Pictures aside, output each record exactly.

[Stored data]
# # # # #

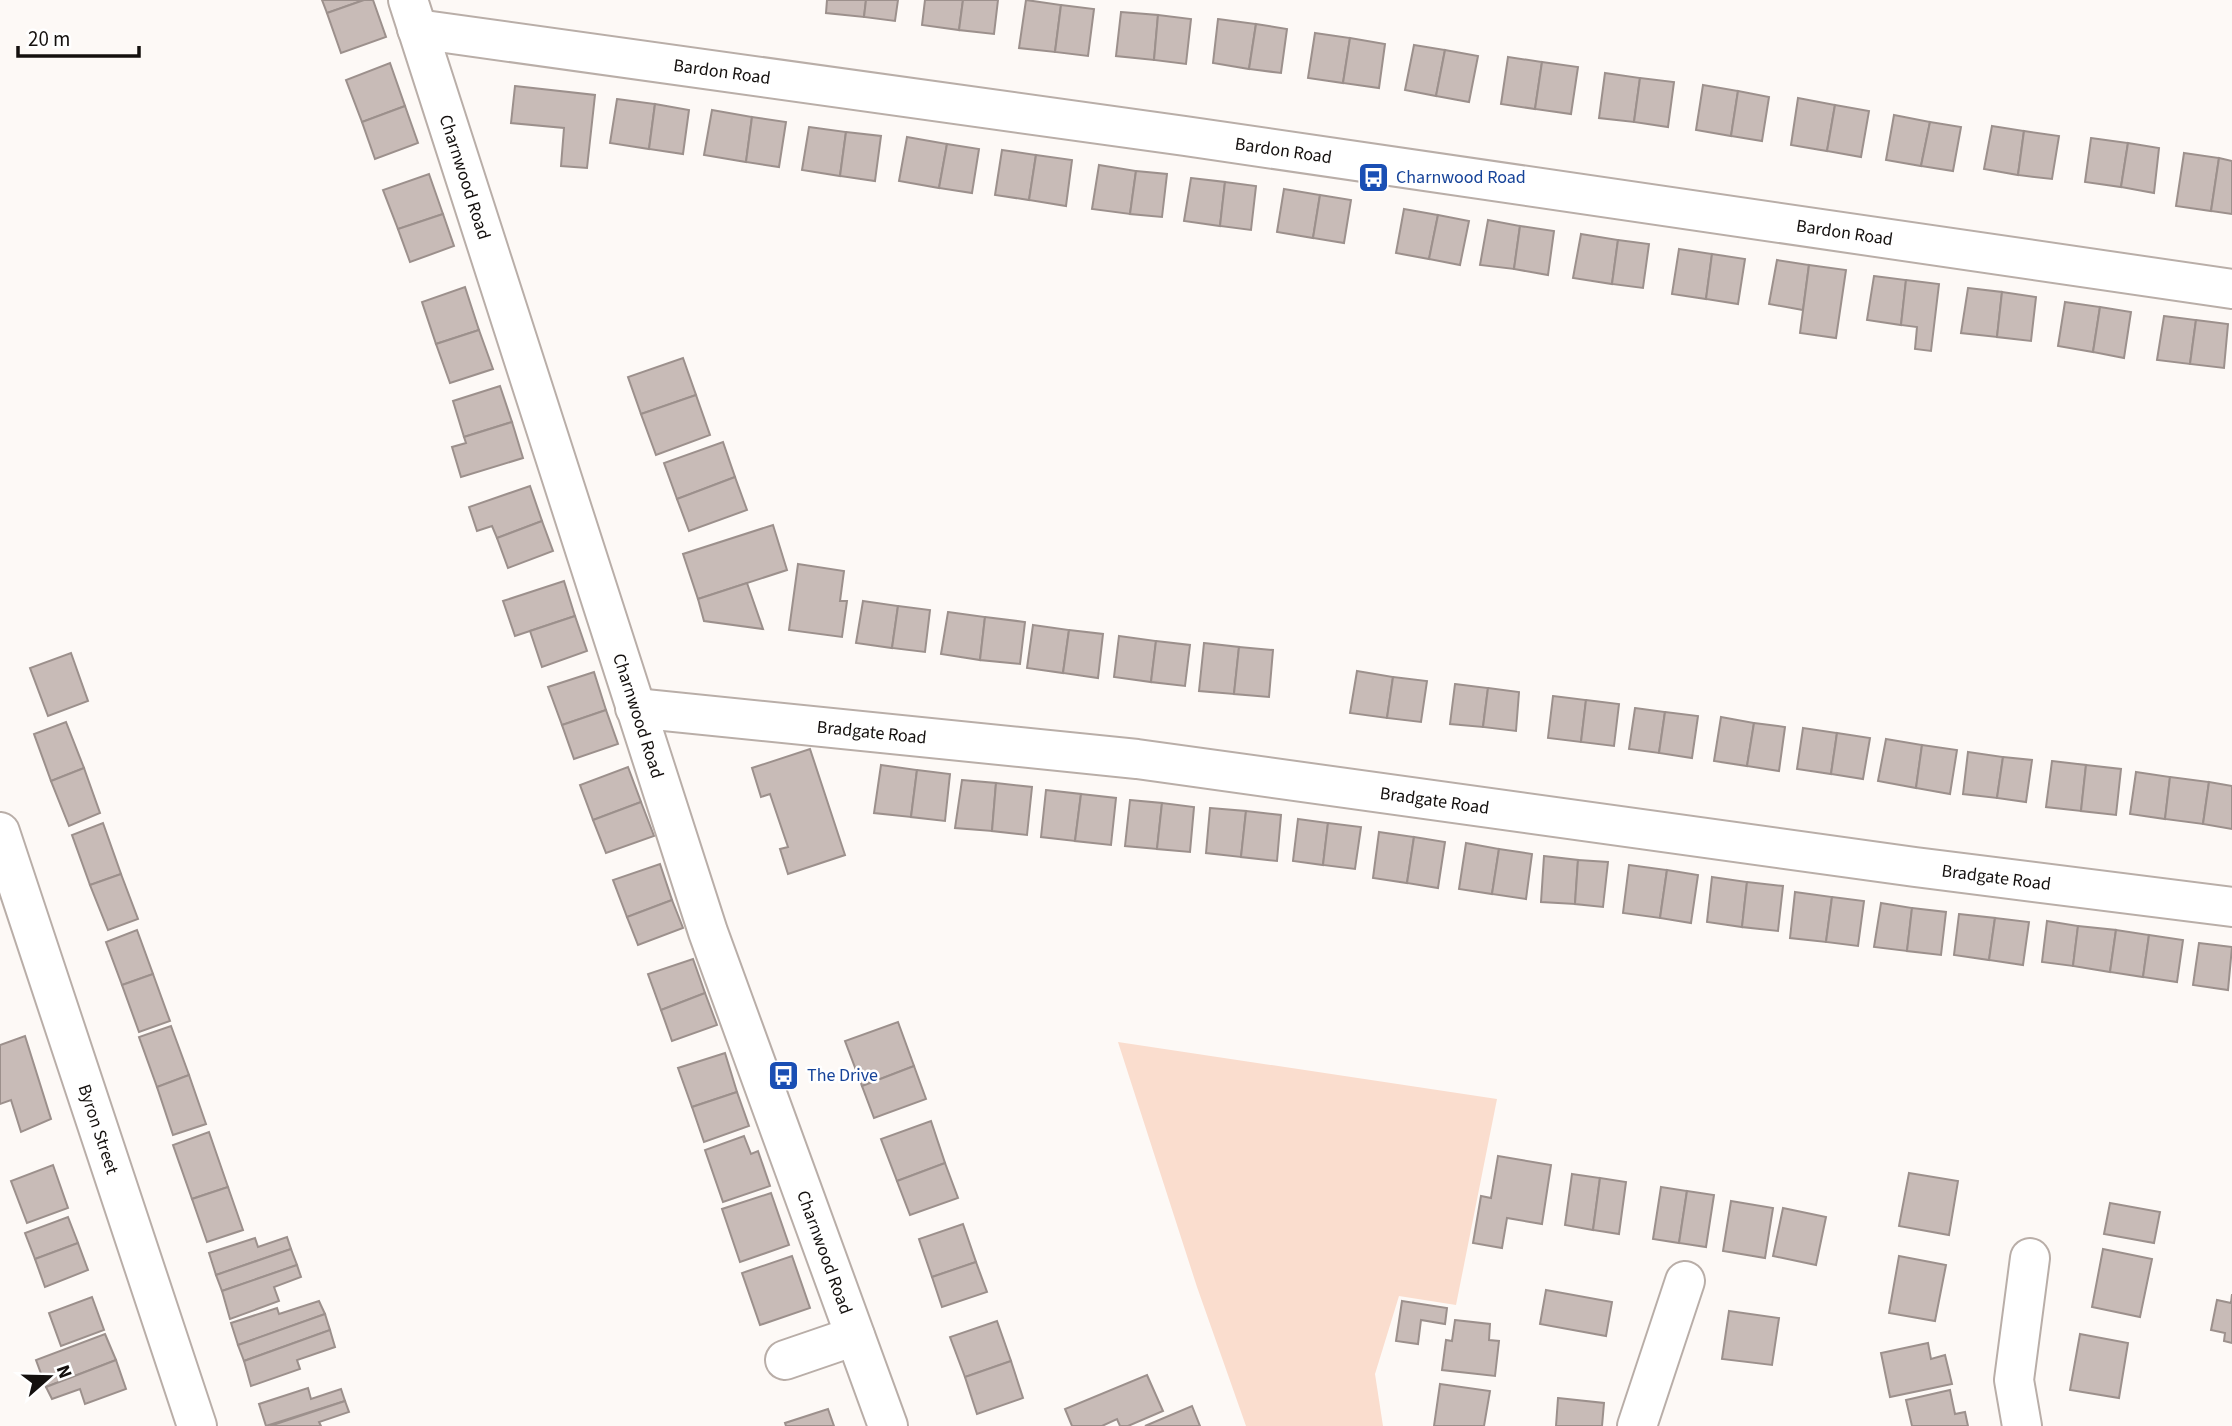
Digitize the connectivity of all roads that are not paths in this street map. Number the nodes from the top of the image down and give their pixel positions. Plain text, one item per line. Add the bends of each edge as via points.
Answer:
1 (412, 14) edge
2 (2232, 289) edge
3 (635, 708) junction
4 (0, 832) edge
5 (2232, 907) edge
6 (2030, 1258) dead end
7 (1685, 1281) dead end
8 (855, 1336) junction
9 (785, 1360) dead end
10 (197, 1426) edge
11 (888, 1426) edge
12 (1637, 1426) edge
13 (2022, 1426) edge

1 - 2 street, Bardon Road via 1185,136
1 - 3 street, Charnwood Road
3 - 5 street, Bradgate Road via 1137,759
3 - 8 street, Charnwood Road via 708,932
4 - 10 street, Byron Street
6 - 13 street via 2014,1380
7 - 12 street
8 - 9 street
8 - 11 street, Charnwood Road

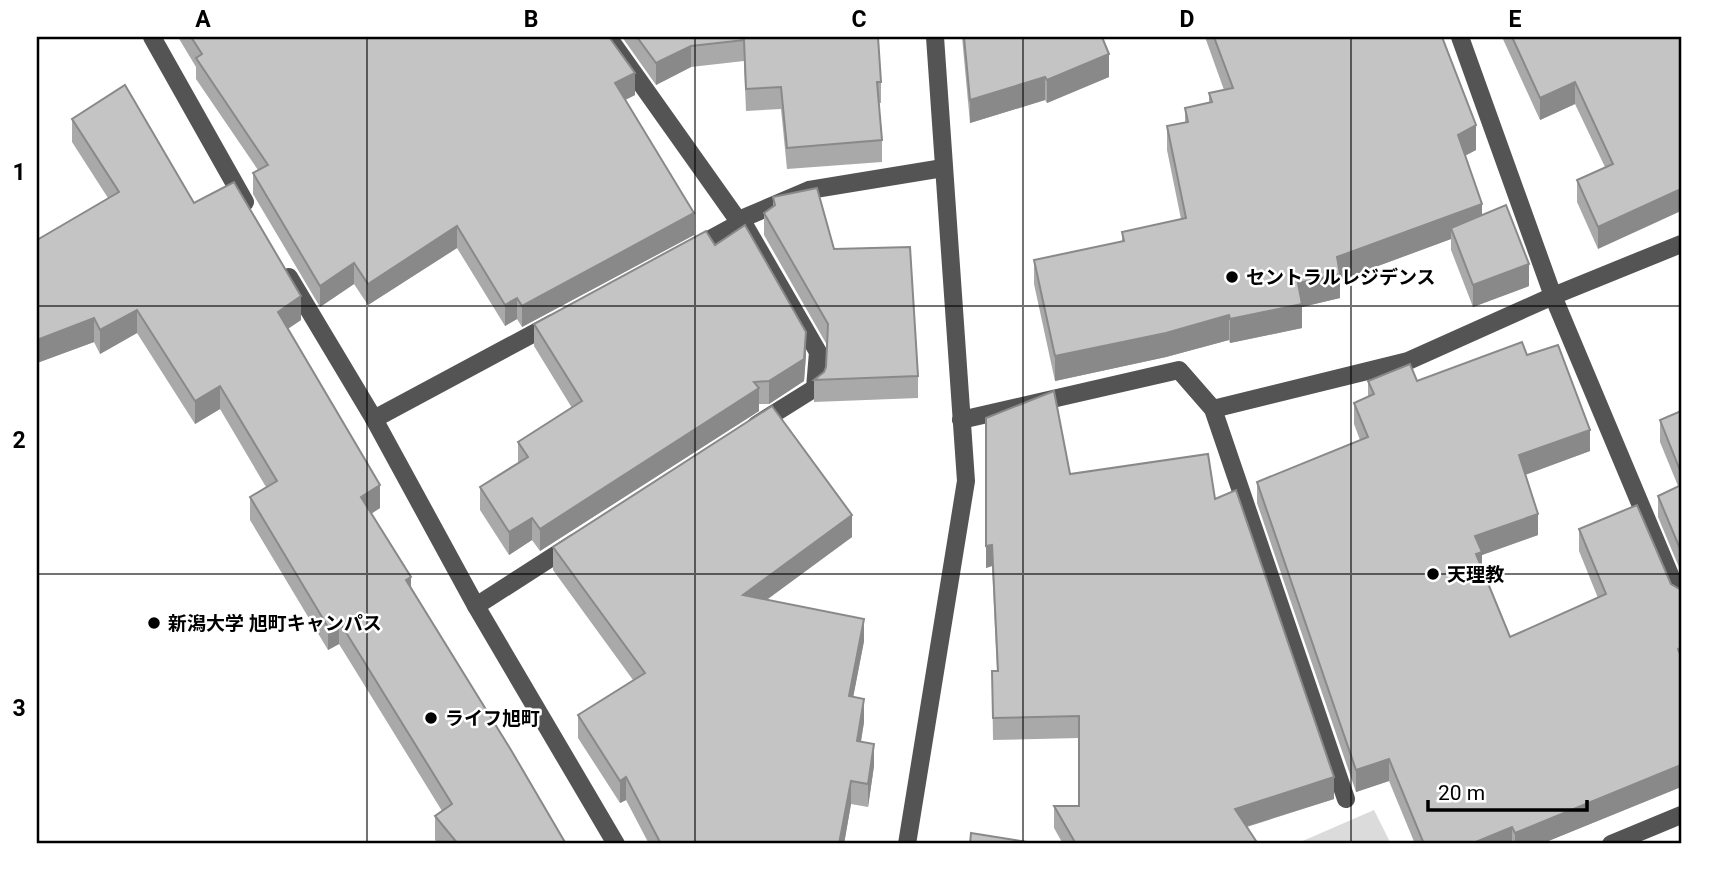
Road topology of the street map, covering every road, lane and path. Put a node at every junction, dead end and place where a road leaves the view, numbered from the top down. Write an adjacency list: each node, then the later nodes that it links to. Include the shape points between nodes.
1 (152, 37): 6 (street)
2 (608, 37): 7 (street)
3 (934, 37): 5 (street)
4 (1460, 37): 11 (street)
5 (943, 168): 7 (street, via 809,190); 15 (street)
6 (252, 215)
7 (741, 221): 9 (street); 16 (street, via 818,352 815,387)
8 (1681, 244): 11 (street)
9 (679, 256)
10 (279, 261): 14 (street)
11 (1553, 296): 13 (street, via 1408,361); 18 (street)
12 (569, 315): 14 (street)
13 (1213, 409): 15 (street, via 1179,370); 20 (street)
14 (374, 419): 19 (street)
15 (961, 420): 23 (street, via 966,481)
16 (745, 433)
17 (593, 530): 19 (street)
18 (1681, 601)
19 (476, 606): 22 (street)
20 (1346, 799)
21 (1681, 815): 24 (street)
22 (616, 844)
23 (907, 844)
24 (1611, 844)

# # # # #

Finished exercise>
Digitize the connectivity of all roads that are not paths in this street map. Number the nodes from the top of the image down and give their pixel positions. Plain text, one item per line. Add the bends of each edge as via points.
Answer:
1 (412, 14) edge
2 (2232, 289) edge
3 (635, 708) junction
4 (0, 832) edge
5 (2232, 907) edge
6 (2030, 1258) dead end
7 (1685, 1281) dead end
8 (855, 1336) junction
9 (785, 1360) dead end
10 (197, 1426) edge
11 (888, 1426) edge
12 (1637, 1426) edge
13 (2022, 1426) edge

1 - 2 street, Bardon Road via 1185,136
1 - 3 street, Charnwood Road
3 - 5 street, Bradgate Road via 1137,759
3 - 8 street, Charnwood Road via 708,932
4 - 10 street, Byron Street
6 - 13 street via 2014,1380
7 - 12 street
8 - 9 street
8 - 11 street, Charnwood Road

Road topology of the street map, covering every road, lane and path. Put a node at every junction, dead end and place where a road leaves the view, numbered from the top down. Write an adjacency list: each node, then the later nodes that it links to. Include the shape points between nodes.
1 (152, 37): 6 (street)
2 (608, 37): 7 (street)
3 (934, 37): 5 (street)
4 (1460, 37): 11 (street)
5 (943, 168): 7 (street, via 809,190); 15 (street)
6 (252, 215)
7 (741, 221): 9 (street); 16 (street, via 818,352 815,387)
8 (1681, 244): 11 (street)
9 (679, 256)
10 (279, 261): 14 (street)
11 (1553, 296): 13 (street, via 1408,361); 18 (street)
12 (569, 315): 14 (street)
13 (1213, 409): 15 (street, via 1179,370); 20 (street)
14 (374, 419): 19 (street)
15 (961, 420): 23 (street, via 966,481)
16 (745, 433)
17 (593, 530): 19 (street)
18 (1681, 601)
19 (476, 606): 22 (street)
20 (1346, 799)
21 (1681, 815): 24 (street)
22 (616, 844)
23 (907, 844)
24 (1611, 844)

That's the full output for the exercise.